Dundee chip shop raiders served community sentences

by · The Courier

Thieves who ransacked a Dundee chip shop and stole its tills after taking the owner’s car have been spared prison sentences.

Keys to Tony’s takeaway on Linfield Place were discovered inside Zubair Saleem’s Mercedes when it was taken by Kelly Horn and Peter Winks.

They previously pled guilty to breaking into the shop on December 11-12 last year.

Prosecutor Sarah Wilkinson outlined to Dundee Sheriff Court how Winks, 44, “ransacked the place and stole two cash registers and a CCTV unit – there was £200 within the tills.”

Winks and Horn, 35, were later apprehended by police, having managed to enter the shop just before 5.45am.

Winks had also stolen another vehicle which he had crashed into a fence.

It was found with the engine still running and the keys in the ignition.

Winks, a prisoner at HMP Perth, pled guilty to stealing two cars on Janefield Place and Woodlands Terrace, respectively.

Both he and Horn, of Fairbairn Street, admitted breaking into the takeaway and stealing.

Repeat offender Winks has previously served prison sentences for housebreakings.

Crack addict

Solicitor Ross Bennett revealed how, after being released from prison in July 2023, Winks relapsed into crack cocaine use after trying to stay away from former associates.

“He would go along a series of cars and try the door handles.
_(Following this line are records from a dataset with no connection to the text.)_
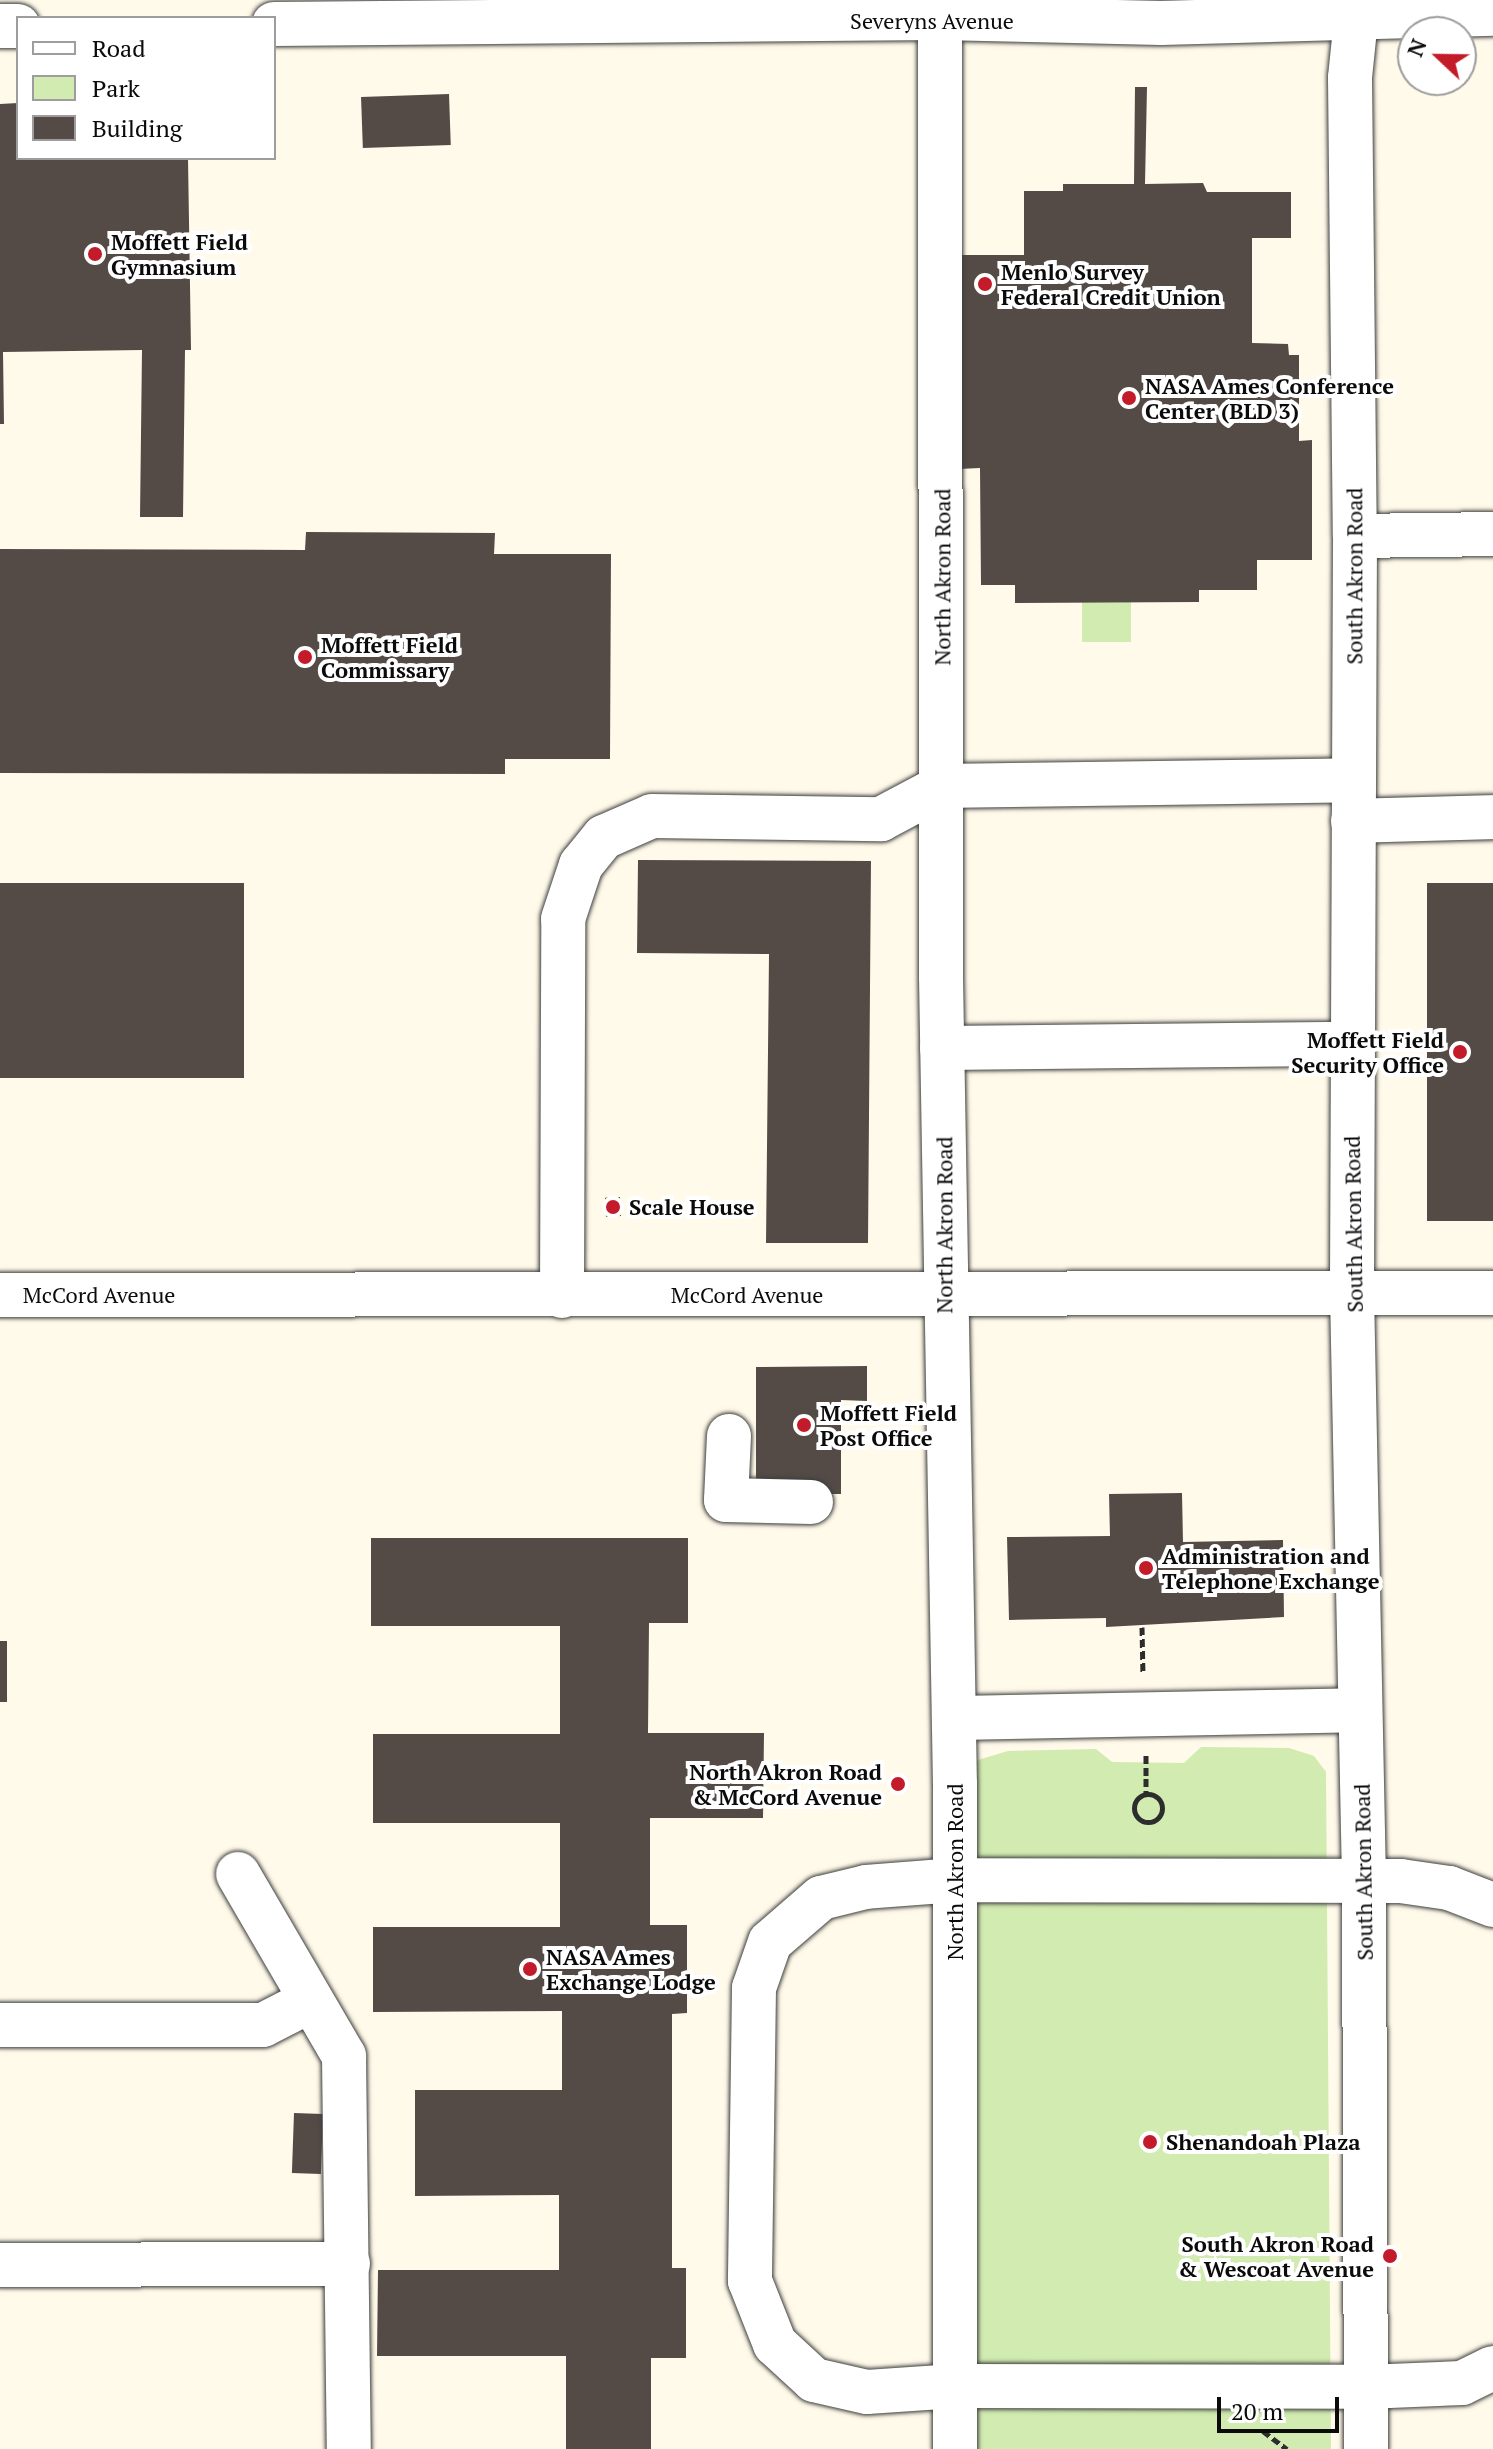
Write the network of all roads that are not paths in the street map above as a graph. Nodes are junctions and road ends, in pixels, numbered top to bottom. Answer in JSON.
{"nodes":[{"id":1,"x":1358,"y":8,"type":"edge"},
{"id":2,"x":940,"y":9,"type":"edge"},
{"id":3,"x":1493,"y":14,"type":"edge"},
{"id":4,"x":276,"y":24,"type":"edge"},
{"id":5,"x":1493,"y":534,"type":"edge"},
{"id":6,"x":1355,"y":536,"type":"junction"},
{"id":7,"x":943,"y":786,"type":"junction"},
{"id":8,"x":1354,"y":800,"type":"junction"},
{"id":9,"x":1493,"y":817,"type":"edge"},
{"id":10,"x":1352,"y":1044,"type":"junction"},
{"id":11,"x":942,"y":1048,"type":"junction"},
{"id":12,"x":945,"y":1293,"type":"junction"},
{"id":13,"x":1352,"y":1293,"type":"junction"},
{"id":14,"x":1493,"y":1293,"type":"edge"},
{"id":15,"x":0,"y":1295,"type":"edge"},
{"id":16,"x":562,"y":1296,"type":"junction"},
{"id":17,"x":729,"y":1436,"type":"dead end"},
{"id":18,"x":811,"y":1502,"type":"dead end"},
{"id":19,"x":1360,"y":1710,"type":"junction"},
{"id":20,"x":954,"y":1718,"type":"junction"},
{"id":21,"x":238,"y":1874,"type":"dead end"},
{"id":22,"x":956,"y":1880,"type":"junction"},
{"id":23,"x":1364,"y":1882,"type":"junction"},
{"id":24,"x":1493,"y":1905,"type":"edge"},
{"id":25,"x":308,"y":2002,"type":"junction"},
{"id":26,"x":0,"y":2025,"type":"edge"},
{"id":27,"x":348,"y":2264,"type":"junction"},
{"id":28,"x":0,"y":2265,"type":"edge"},
{"id":29,"x":1493,"y":2368,"type":"edge"},
{"id":30,"x":956,"y":2386,"type":"junction"},
{"id":31,"x":1365,"y":2387,"type":"junction"},
{"id":32,"x":349,"y":2449,"type":"edge"},
{"id":33,"x":955,"y":2449,"type":"edge"},
{"id":34,"x":1366,"y":2449,"type":"edge"}],
"edges":[{"from":1,"to":2,"type":"street","name":"Severyns Avenue"},
{"from":1,"to":3,"type":"street","name":"Severyns Avenue"},
{"from":1,"to":6,"type":"street","name":"South Akron Road"},
{"from":2,"to":4,"type":"street","name":"Severyns Avenue"},
{"from":2,"to":7,"type":"street","name":"North Akron Road"},
{"from":5,"to":6,"type":"street"},
{"from":6,"to":8,"type":"street","name":"South Akron Road"},
{"from":7,"to":8,"type":"street"},
{"from":7,"to":11,"type":"street","name":"North Akron Road"},
{"from":7,"to":16,"type":"street"},
{"from":8,"to":9,"type":"street"},
{"from":8,"to":10,"type":"street","name":"South Akron Road"},
{"from":10,"to":11,"type":"street"},
{"from":10,"to":13,"type":"street","name":"South Akron Road"},
{"from":11,"to":12,"type":"street","name":"North Akron Road"},
{"from":12,"to":13,"type":"street","name":"McCord Avenue"},
{"from":12,"to":16,"type":"street","name":"McCord Avenue"},
{"from":12,"to":20,"type":"street","name":"North Akron Road"},
{"from":13,"to":14,"type":"street","name":"McCord Avenue"},
{"from":13,"to":19,"type":"street","name":"South Akron Road"},
{"from":15,"to":16,"type":"street","name":"McCord Avenue"},
{"from":17,"to":18,"type":"street"},
{"from":19,"to":20,"type":"street"},
{"from":19,"to":23,"type":"street","name":"South Akron Road"},
{"from":20,"to":22,"type":"street","name":"North Akron Road"},
{"from":21,"to":25,"type":"street"},
{"from":22,"to":23,"type":"street"},
{"from":22,"to":30,"type":"street","name":"North Akron Road"},
{"from":22,"to":30,"type":"street"},
{"from":23,"to":24,"type":"street"},
{"from":23,"to":31,"type":"street","name":"South Akron Road"},
{"from":25,"to":26,"type":"street"},
{"from":25,"to":27,"type":"street"},
{"from":27,"to":28,"type":"street"},
{"from":27,"to":32,"type":"street"},
{"from":29,"to":31,"type":"street"},
{"from":30,"to":31,"type":"street"},
{"from":30,"to":33,"type":"street","name":"North Akron Road"},
{"from":31,"to":34,"type":"street","name":"South Akron Road"}]}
“He found keys in the Mercedes and also found paperwork relating to that and thought this was an opportunity which he availed himself of.

“He accepts there would be psychological damage to the owner given that the place was ransacked.
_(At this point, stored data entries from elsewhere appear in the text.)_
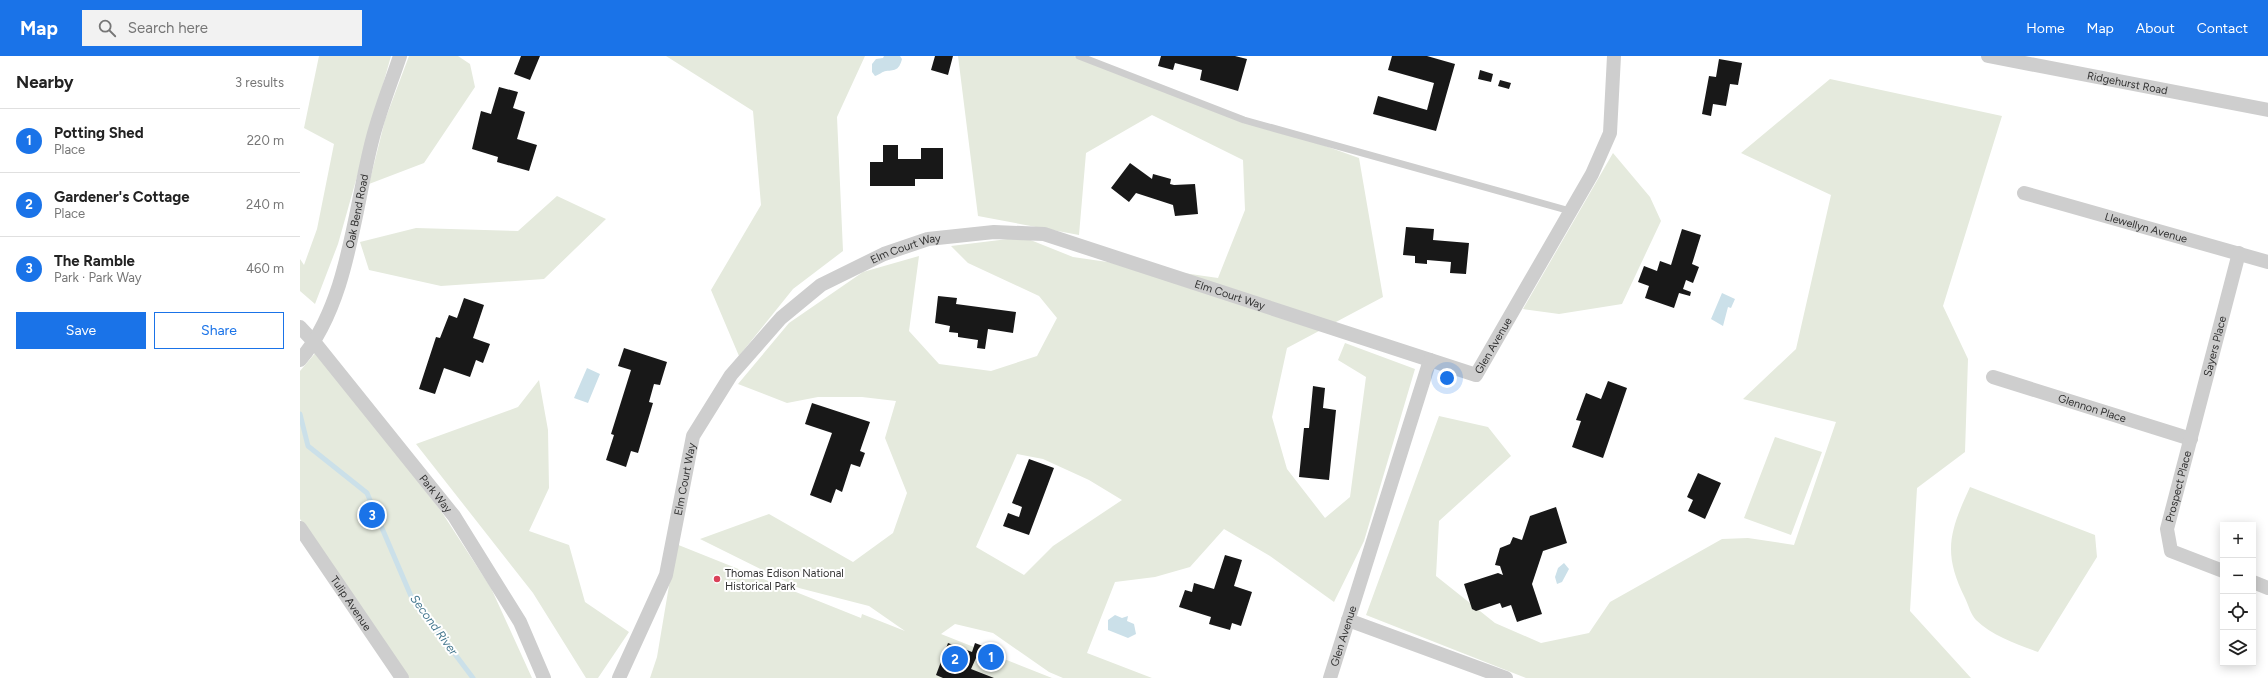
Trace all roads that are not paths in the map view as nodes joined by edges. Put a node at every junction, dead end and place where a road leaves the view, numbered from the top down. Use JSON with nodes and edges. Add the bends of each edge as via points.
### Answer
{"nodes":[{"id":1,"x":400,"y":56,"type":"edge"},
{"id":2,"x":1079,"y":56,"type":"edge"},
{"id":3,"x":1614,"y":56,"type":"edge"},
{"id":4,"x":1988,"y":56,"type":"edge"},
{"id":5,"x":2268,"y":110,"type":"edge"},
{"id":6,"x":2024,"y":193,"type":"dead end"},
{"id":7,"x":1570,"y":212,"type":"junction"},
{"id":8,"x":2239,"y":253,"type":"junction"},
{"id":9,"x":2268,"y":262,"type":"edge"},
{"id":10,"x":300,"y":327,"type":"edge"},
{"id":11,"x":315,"y":343,"type":"junction"},
{"id":12,"x":300,"y":360,"type":"edge"},
{"id":13,"x":1430,"y":360,"type":"junction"},
{"id":14,"x":1994,"y":377,"type":"dead end"},
{"id":15,"x":2191,"y":439,"type":"junction"},
{"id":16,"x":300,"y":528,"type":"edge"},
{"id":17,"x":2220,"y":570,"type":"edge"},
{"id":18,"x":2256,"y":583,"type":"edge"},
{"id":19,"x":2268,"y":588,"type":"edge"},
{"id":20,"x":1348,"y":620,"type":"junction"},
{"id":21,"x":402,"y":678,"type":"edge"},
{"id":22,"x":544,"y":678,"type":"edge"},
{"id":23,"x":619,"y":678,"type":"edge"},
{"id":24,"x":1330,"y":678,"type":"edge"},
{"id":25,"x":1506,"y":678,"type":"edge"}],
"edges":[{"from":1,"to":11,"type":"street","name":"Oak Bend Road","via":[[373,136],[343,273]]},
{"from":2,"to":7,"type":"lane","via":[[1244,120]]},
{"from":3,"to":7,"type":"street","name":"Glen Avenue","via":[[1610,132],[1592,174]]},
{"from":4,"to":5,"type":"street","name":"Ridgehurst Road"},
{"from":6,"to":8,"type":"street","name":"Llewellyn Avenue"},
{"from":7,"to":13,"type":"street","name":"Glen Avenue","via":[[1476,375]]},
{"from":8,"to":9,"type":"street","name":"Llewellyn Avenue"},
{"from":8,"to":15,"type":"street","name":"Sayers Place"},
{"from":10,"to":11,"type":"street","name":"Park Way"},
{"from":11,"to":12,"type":"street","name":"Oak Bend Road"},
{"from":11,"to":22,"type":"street","name":"Park Way","via":[[454,516],[520,622]]},
{"from":13,"to":20,"type":"street","name":"Glen Avenue"},
{"from":13,"to":23,"type":"street","name":"Elm Court Way","via":[[1044,234],[994,232],[928,239],[884,254],[821,285],[781,318],[731,375],[692,436],[666,575]]},
{"from":14,"to":15,"type":"street","name":"Glennon Place"},
{"from":15,"to":17,"type":"street","name":"Prospect Place","via":[[2167,528],[2168,540],[2171,551]]},
{"from":16,"to":21,"type":"street","name":"Tulip Avenue"},
{"from":18,"to":19,"type":"street"},
{"from":20,"to":24,"type":"street","name":"Glen Avenue"},
{"from":20,"to":25,"type":"street"}]}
“He feels he’s getting a bit old about the gills to be going in and out of prison.”

Horn’s solicitor, John Boyle, said his client was stable on a methadone programme and had no other cases outstanding.

Sheriff Alastair Carmichael placed Winks, who has served the equivalent of a two-year sentence on remand, on a high-tariff structured deferred sentence until January.

Horn was placed on a restriction of liberty order keeping her indoors between 7pm and 7am for three months.

She was also made subject to supervision for two years with a conduct requirement to engage with addiction services.